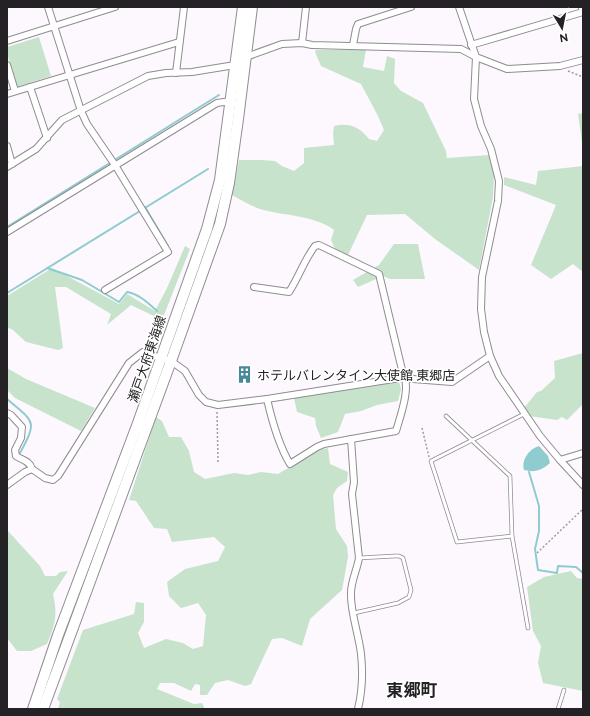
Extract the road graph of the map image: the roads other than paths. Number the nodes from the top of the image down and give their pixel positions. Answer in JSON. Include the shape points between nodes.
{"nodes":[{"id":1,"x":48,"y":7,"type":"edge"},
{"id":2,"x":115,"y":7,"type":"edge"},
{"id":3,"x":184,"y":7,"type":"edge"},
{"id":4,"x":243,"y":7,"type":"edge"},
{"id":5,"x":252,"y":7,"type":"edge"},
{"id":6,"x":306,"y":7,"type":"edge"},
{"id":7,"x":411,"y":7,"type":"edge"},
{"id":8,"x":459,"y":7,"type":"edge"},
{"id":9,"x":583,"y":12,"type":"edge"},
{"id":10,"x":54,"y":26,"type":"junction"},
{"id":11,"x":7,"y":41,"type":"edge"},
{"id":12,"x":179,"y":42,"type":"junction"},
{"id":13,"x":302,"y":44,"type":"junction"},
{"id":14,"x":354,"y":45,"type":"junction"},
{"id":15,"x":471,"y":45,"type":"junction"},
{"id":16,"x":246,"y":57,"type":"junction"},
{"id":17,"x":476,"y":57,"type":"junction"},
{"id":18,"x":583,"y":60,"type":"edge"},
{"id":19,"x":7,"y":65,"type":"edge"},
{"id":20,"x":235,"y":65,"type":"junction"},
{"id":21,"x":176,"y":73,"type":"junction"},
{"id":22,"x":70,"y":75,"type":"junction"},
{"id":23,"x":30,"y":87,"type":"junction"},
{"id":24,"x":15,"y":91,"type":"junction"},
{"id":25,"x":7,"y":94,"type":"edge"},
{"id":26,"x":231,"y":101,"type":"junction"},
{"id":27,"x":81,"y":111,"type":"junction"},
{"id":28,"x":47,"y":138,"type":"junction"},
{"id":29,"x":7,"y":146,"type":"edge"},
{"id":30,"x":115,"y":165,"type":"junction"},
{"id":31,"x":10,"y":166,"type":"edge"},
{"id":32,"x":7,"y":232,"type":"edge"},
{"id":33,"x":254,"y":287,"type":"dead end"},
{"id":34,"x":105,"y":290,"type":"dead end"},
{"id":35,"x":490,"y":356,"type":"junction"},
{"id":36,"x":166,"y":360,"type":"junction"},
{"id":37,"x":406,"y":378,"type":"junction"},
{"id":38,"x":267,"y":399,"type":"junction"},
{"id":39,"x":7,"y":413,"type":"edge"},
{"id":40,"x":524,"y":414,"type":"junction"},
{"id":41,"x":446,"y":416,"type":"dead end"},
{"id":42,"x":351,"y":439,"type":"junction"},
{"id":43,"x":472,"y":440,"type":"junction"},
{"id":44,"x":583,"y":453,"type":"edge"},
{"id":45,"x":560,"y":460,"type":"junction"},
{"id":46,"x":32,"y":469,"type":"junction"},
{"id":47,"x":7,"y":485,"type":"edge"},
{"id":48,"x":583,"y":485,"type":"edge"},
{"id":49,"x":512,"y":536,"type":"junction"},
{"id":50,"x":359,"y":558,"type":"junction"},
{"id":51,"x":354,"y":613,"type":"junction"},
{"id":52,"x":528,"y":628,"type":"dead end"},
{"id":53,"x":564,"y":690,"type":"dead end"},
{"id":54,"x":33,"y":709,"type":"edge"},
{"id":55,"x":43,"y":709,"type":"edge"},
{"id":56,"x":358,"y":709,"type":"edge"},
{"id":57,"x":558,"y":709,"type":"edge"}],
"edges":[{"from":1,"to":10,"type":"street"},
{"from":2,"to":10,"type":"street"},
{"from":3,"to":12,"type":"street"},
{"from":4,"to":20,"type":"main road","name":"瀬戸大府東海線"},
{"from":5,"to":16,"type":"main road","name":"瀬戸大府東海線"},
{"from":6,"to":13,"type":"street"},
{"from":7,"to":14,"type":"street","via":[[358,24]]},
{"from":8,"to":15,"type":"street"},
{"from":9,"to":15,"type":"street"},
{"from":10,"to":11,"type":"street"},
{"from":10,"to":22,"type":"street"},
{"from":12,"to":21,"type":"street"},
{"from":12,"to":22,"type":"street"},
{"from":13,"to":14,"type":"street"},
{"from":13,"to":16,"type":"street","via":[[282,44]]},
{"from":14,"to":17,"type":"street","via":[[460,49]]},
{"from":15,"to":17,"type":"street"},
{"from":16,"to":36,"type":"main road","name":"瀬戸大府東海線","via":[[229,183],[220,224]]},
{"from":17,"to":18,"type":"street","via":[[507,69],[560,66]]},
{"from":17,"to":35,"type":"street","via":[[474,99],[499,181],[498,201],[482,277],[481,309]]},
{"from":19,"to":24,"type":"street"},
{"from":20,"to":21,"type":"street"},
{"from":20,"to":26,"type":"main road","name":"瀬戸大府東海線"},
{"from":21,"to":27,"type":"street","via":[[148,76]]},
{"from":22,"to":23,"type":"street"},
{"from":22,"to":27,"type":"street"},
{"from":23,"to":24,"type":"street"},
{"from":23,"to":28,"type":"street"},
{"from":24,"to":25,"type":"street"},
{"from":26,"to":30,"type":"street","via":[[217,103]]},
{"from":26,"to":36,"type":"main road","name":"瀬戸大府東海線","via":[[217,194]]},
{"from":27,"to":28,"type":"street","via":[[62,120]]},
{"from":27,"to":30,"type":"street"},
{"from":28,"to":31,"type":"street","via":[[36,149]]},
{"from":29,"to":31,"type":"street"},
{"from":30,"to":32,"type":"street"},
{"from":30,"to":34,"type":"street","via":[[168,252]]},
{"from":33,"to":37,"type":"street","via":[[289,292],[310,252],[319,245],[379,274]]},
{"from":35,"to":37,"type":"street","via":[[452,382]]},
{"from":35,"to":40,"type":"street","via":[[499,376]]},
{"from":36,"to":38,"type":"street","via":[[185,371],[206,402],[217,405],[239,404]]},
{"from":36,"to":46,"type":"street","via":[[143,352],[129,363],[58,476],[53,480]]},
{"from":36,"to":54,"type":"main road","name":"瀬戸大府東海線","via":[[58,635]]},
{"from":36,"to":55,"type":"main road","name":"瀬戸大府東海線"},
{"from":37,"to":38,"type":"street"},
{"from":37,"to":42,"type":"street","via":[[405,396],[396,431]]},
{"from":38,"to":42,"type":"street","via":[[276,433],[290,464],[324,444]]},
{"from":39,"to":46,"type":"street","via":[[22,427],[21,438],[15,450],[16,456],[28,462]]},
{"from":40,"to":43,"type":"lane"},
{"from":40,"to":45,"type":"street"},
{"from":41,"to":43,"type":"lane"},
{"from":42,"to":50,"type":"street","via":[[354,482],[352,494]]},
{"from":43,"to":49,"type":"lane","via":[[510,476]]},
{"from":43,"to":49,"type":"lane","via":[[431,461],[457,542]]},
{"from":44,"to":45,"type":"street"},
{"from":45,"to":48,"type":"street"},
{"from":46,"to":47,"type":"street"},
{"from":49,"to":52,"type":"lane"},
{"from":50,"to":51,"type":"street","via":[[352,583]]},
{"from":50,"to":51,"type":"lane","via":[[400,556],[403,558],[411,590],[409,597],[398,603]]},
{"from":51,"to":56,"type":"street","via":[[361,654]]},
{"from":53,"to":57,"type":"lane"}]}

:::

### REQUIRED WORK
Search the listing for the word "nodes", and copy every line in which it is found.

### TASK OUTPUT
Extract the road graph of the map image: the roads other than paths. Number the nodes from the top of the image down and give their pixel positions. Answer in JSON. Include the shape points between nodes.
{"nodes":[{"id":1,"x":48,"y":7,"type":"edge"},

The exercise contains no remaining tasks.